Saved entries:
★ ★ ★ ★
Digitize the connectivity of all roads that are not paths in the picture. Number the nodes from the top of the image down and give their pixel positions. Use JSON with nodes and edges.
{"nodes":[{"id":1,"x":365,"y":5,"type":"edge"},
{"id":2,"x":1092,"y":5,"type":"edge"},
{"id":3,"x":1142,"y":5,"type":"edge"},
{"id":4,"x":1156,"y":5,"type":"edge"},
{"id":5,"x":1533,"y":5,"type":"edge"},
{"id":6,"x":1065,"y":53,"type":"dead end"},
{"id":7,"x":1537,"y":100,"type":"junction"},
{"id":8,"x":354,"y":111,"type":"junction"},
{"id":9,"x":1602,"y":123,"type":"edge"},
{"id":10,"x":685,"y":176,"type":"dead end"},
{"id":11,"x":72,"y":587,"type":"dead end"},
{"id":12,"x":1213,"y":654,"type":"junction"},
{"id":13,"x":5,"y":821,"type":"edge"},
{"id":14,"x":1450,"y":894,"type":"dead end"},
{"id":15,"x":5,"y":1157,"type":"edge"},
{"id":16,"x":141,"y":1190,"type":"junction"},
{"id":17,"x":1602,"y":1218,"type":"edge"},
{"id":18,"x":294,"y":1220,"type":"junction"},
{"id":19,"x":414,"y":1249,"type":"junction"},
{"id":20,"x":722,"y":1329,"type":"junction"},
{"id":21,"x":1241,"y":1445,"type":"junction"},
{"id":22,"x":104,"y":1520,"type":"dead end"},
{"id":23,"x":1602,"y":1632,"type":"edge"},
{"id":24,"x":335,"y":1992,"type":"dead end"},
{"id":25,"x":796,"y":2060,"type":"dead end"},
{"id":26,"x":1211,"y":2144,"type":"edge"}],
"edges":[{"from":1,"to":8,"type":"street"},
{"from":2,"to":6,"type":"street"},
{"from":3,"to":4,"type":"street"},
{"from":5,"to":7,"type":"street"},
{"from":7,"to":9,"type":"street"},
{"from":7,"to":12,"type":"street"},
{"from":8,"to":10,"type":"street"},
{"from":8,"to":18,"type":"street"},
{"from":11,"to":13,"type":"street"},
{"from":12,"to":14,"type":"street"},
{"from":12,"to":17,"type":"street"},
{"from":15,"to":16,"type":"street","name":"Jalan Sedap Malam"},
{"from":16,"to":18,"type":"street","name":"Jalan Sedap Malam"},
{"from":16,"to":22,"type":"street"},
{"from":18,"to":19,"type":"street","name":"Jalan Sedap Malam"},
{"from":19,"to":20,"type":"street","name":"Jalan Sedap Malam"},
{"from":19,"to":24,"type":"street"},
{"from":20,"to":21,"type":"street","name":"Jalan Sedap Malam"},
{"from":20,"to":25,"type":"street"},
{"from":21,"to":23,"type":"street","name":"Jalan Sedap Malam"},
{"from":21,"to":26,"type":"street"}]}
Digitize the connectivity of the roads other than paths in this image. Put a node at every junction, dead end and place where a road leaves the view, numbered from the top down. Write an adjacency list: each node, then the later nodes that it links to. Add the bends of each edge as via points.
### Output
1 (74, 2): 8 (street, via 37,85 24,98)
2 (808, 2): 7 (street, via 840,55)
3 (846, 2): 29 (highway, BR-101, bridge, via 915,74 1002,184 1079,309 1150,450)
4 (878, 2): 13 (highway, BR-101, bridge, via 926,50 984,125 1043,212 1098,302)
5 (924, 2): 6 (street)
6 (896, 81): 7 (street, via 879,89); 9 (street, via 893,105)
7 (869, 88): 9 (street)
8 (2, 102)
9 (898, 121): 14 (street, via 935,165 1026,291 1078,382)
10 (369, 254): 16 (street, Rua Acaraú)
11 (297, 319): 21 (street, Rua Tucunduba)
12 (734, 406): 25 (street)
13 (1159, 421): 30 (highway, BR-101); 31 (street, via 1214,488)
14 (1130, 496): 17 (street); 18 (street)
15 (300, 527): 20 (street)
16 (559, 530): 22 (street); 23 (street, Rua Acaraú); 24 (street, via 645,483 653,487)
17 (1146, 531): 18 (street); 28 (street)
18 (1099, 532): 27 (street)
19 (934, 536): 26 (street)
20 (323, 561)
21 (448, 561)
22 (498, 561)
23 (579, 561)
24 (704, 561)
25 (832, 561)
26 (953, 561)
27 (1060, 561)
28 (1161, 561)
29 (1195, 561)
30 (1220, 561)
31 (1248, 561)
★ ★ ★ ★
▸ Problem to solve:
Looking at the entries above, copy out every line in which "Acaraú" occurs.

▸ Solution to this problem:
10 (369, 254): 16 (street, Rua Acaraú)
16 (559, 530): 22 (street); 23 (street, Rua Acaraú); 24 (street, via 645,483 653,487)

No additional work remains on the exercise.